> EXERCISE REQUIREMENTS: Pull every line with "highway" from the data below and copy it.

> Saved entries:
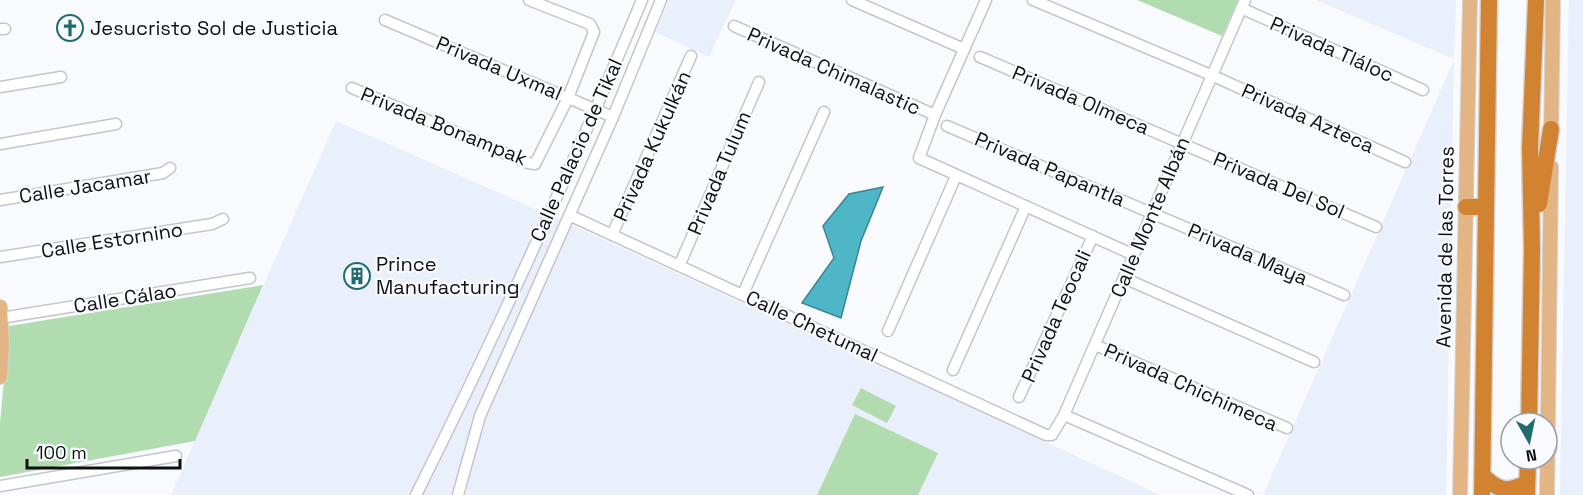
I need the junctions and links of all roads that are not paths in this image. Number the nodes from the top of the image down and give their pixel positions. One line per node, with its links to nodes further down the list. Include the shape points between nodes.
1 (529, 0): 23 (street, via 590,24 594,32)
2 (642, 0): 24 (street, Calle Palacio de Tikal)
3 (661, 0): 27 (street, Calle Palacio de Tikal)
4 (852, 0): 14 (street)
5 (986, 0): 14 (street)
6 (1033, 0): 17 (street, Privada Azteca)
7 (1470, 0): 38 (main road, Avenida de las Torres)
8 (1489, 0): 39 (highway, Avenida de las Torres)
9 (1536, 0): 46 (highway, via 1530,148)
10 (1553, 0): 30 (main road)
11 (1243, 4): 17 (street, Calle Monte Albán); 22 (street, Privada Tláloc)
12 (385, 20): 23 (street, Privada Uxmal)
13 (734, 26): 26 (street, Privada Chimalastic)
14 (964, 49): 26 (street)
15 (691, 56): 44 (street, Privada Kukulkán)
16 (980, 57): 31 (street, Privada Olmeca)
17 (1211, 75): 31 (street, Calle Monte Albán); 33 (street, Privada Azteca)
18 (61, 77): 20 (street)
19 (759, 82): 49 (street, Privada Tulum)
20 (0, 87)
21 (352, 88): 23 (street, Privada Bonampak, via 531,164 537,162)
22 (1424, 90)
23 (568, 98): 24 (street, Privada Uxmal)
24 (595, 109): 27 (street, Privada Uxmal); 74 (street, Calle Palacio de Tikal)
25 (824, 112): 52 (street)
26 (934, 116): 35 (street, via 919,158)
27 (613, 117): 41 (street, Calle Palacio de Tikal)
28 (116, 124): 32 (street)
29 (947, 126): 40 (street, Privada Papantla)
30 (1551, 129): 46 (highway); 64 (main road)
31 (1181, 143): 40 (street, Calle Monte Albán); 43 (street, Privada Del Sol)
32 (0, 144)
33 (1405, 162)
34 (170, 168): 36 (street, Calle Jacamar, via 163,173)
35 (956, 176): 37 (street); 55 (street)
36 (0, 200)
37 (1026, 206): 45 (street); 58 (street)
38 (1466, 207): 39 (highway); 77 (main road, Avenida de las Torres)
39 (1485, 207): 71 (highway, Avenida de las Torres)
40 (1152, 212): 47 (street, Calle Monte Albán); 53 (street, Privada Maya)
41 (569, 215): 44 (street, Calle Chetumal); 75 (street, Calle Palacio de Tikal, via 480,416)
42 (223, 219): 48 (street, Calle Estornino, via 212,224)
43 (1376, 227)
44 (612, 235): 49 (street, Calle Chetumal)
45 (1093, 236): 47 (street); 61 (street, Privada Teocali)
46 (1532, 249): 60 (highway)
47 (1134, 255): 51 (street, Calle Monte Albán)
48 (0, 257)
49 (680, 264): 52 (street, Calle Chetumal)
50 (250, 278): 54 (street, Calle Cálao)
51 (1124, 279): 56 (street, Calle Monte Albán); 57 (street)
52 (743, 294): 67 (street, Calle Chetumal, via 1047,435)
53 (1344, 295)
54 (1, 315): 59 (main road)
55 (888, 331)
56 (1095, 345): 65 (street, Calle Monte Albán); 66 (street, Privada Chichimeca)
57 (1314, 362)
58 (952, 370)
59 (0, 377)
60 (1530, 395): 62 (highway); 63 (highway)
61 (1019, 397)
62 (1529, 411)
63 (1535, 411)
64 (1548, 411)
65 (1064, 415): 67 (street, Calle Monte Albán); 76 (street)
66 (1287, 428)
67 (1054, 433)
68 (176, 456): 72 (street)
69 (1528, 471): 73 (highway)
70 (1548, 471): 79 (main road)
71 (1483, 476): 73 (highway, via 1499,488); 78 (highway, Avenida de las Torres)
72 (0, 486)
73 (1527, 489)
74 (416, 495)
75 (458, 495)
76 (1248, 495)
77 (1460, 495)
78 (1482, 495)
79 (1547, 495)

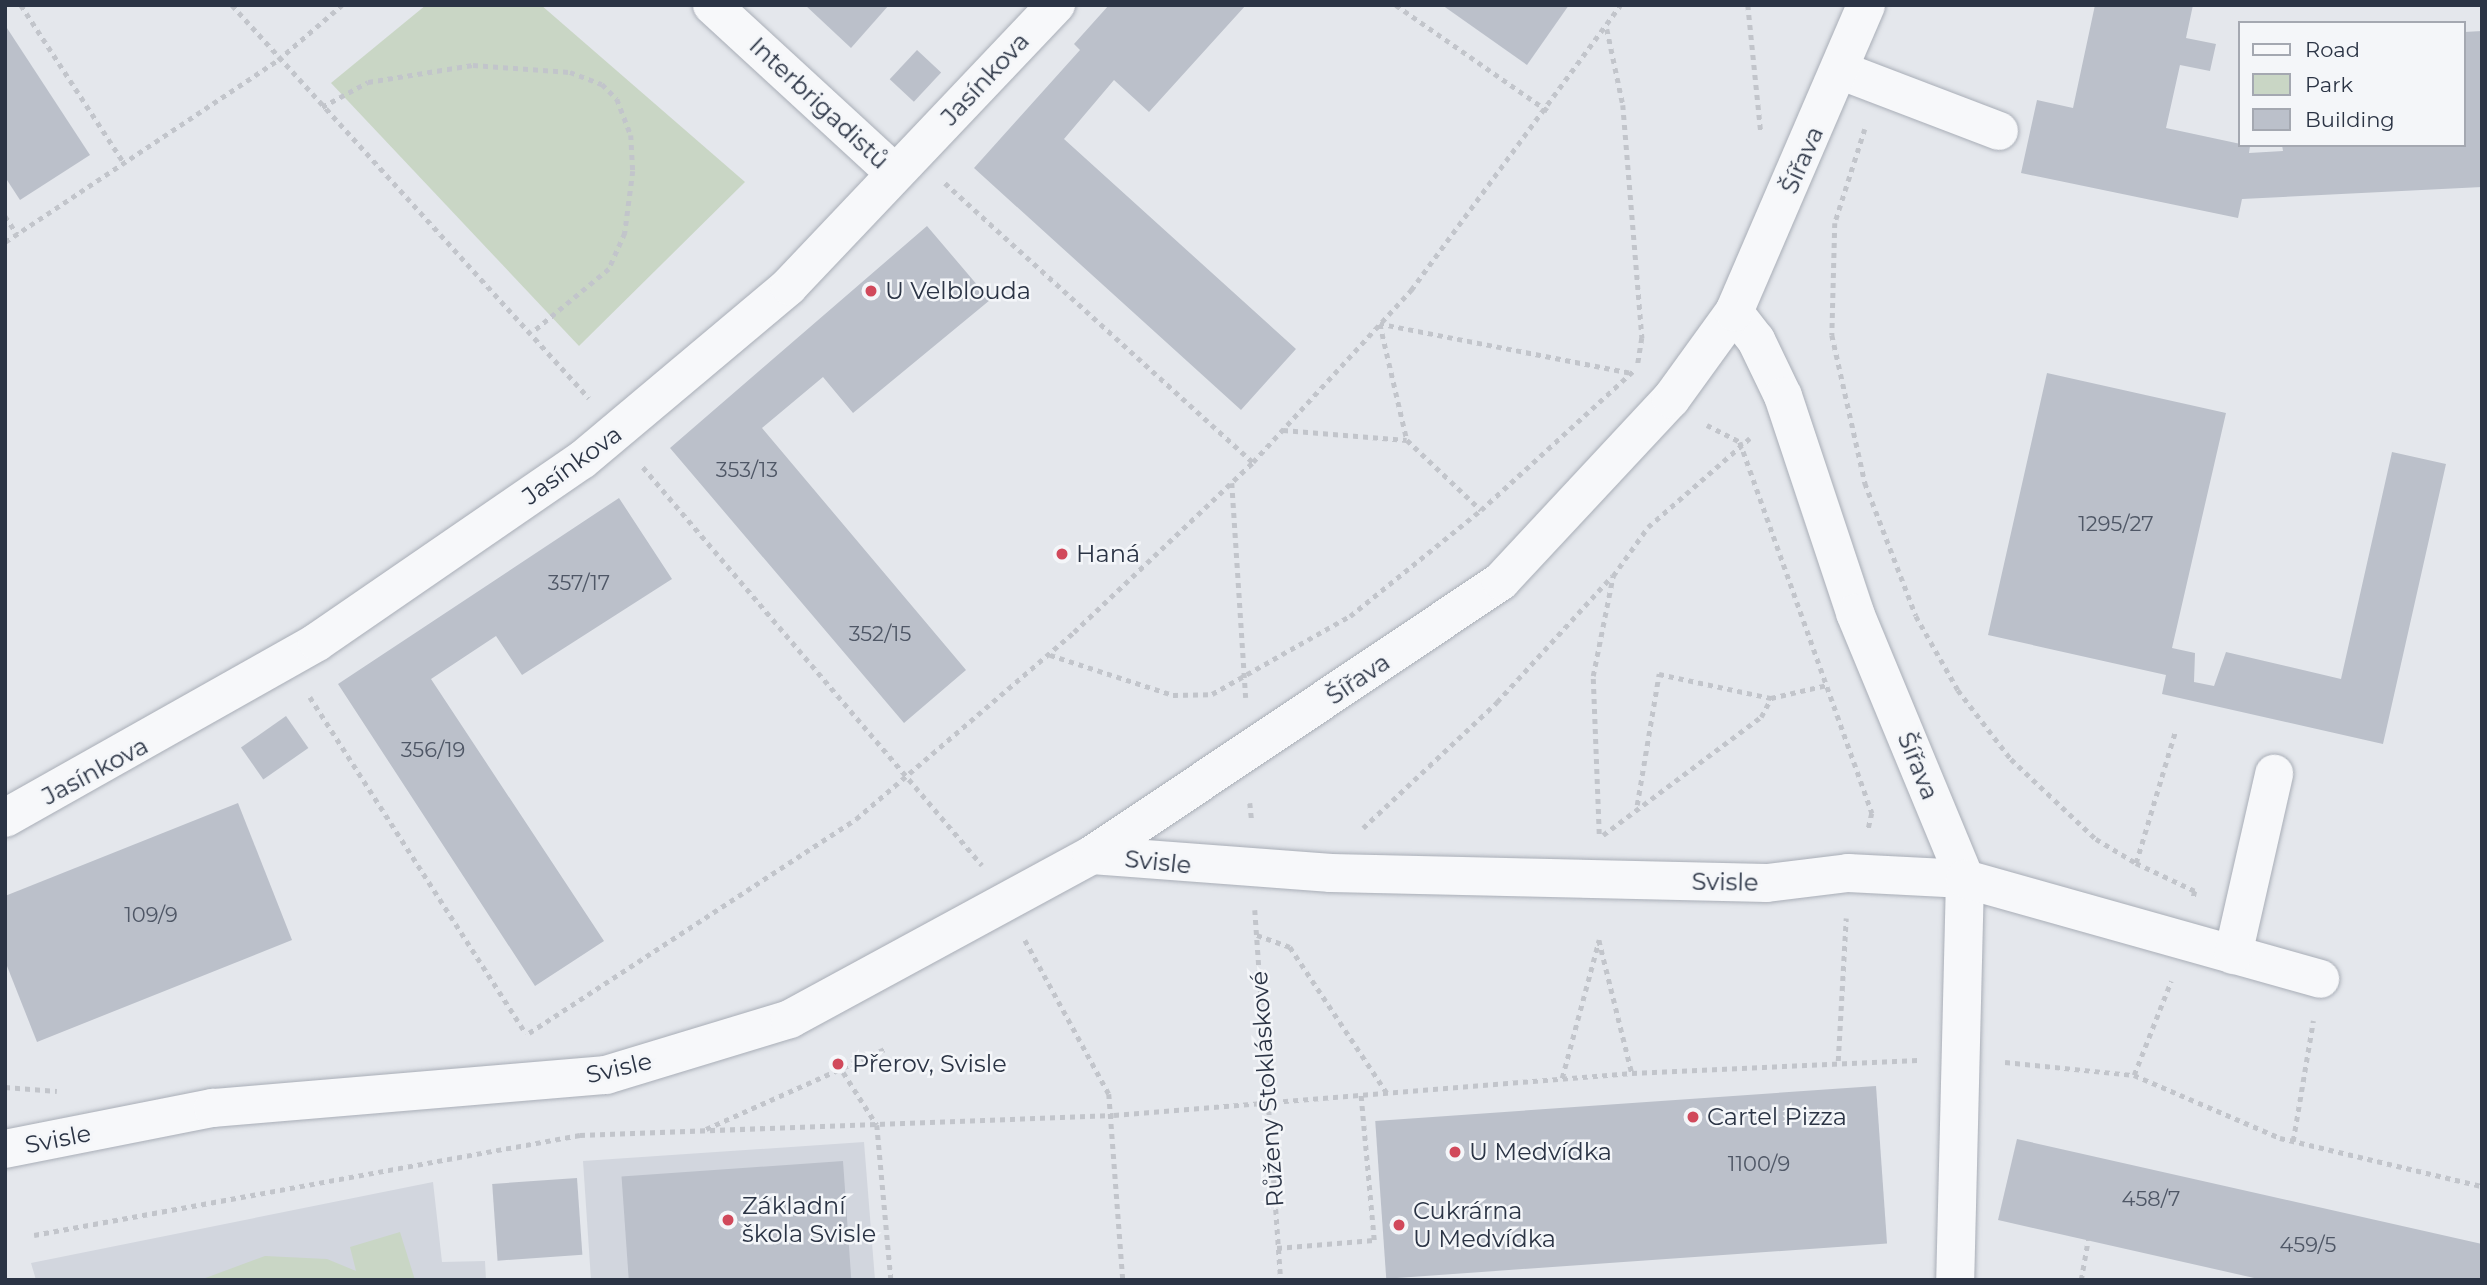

> OUTPUT BELOW:
8 (1489, 0): 39 (highway, Avenida de las Torres)
9 (1536, 0): 46 (highway, via 1530,148)
30 (1551, 129): 46 (highway); 64 (main road)
38 (1466, 207): 39 (highway); 77 (main road, Avenida de las Torres)
39 (1485, 207): 71 (highway, Avenida de las Torres)
46 (1532, 249): 60 (highway)
60 (1530, 395): 62 (highway); 63 (highway)
69 (1528, 471): 73 (highway)
71 (1483, 476): 73 (highway, via 1499,488); 78 (highway, Avenida de las Torres)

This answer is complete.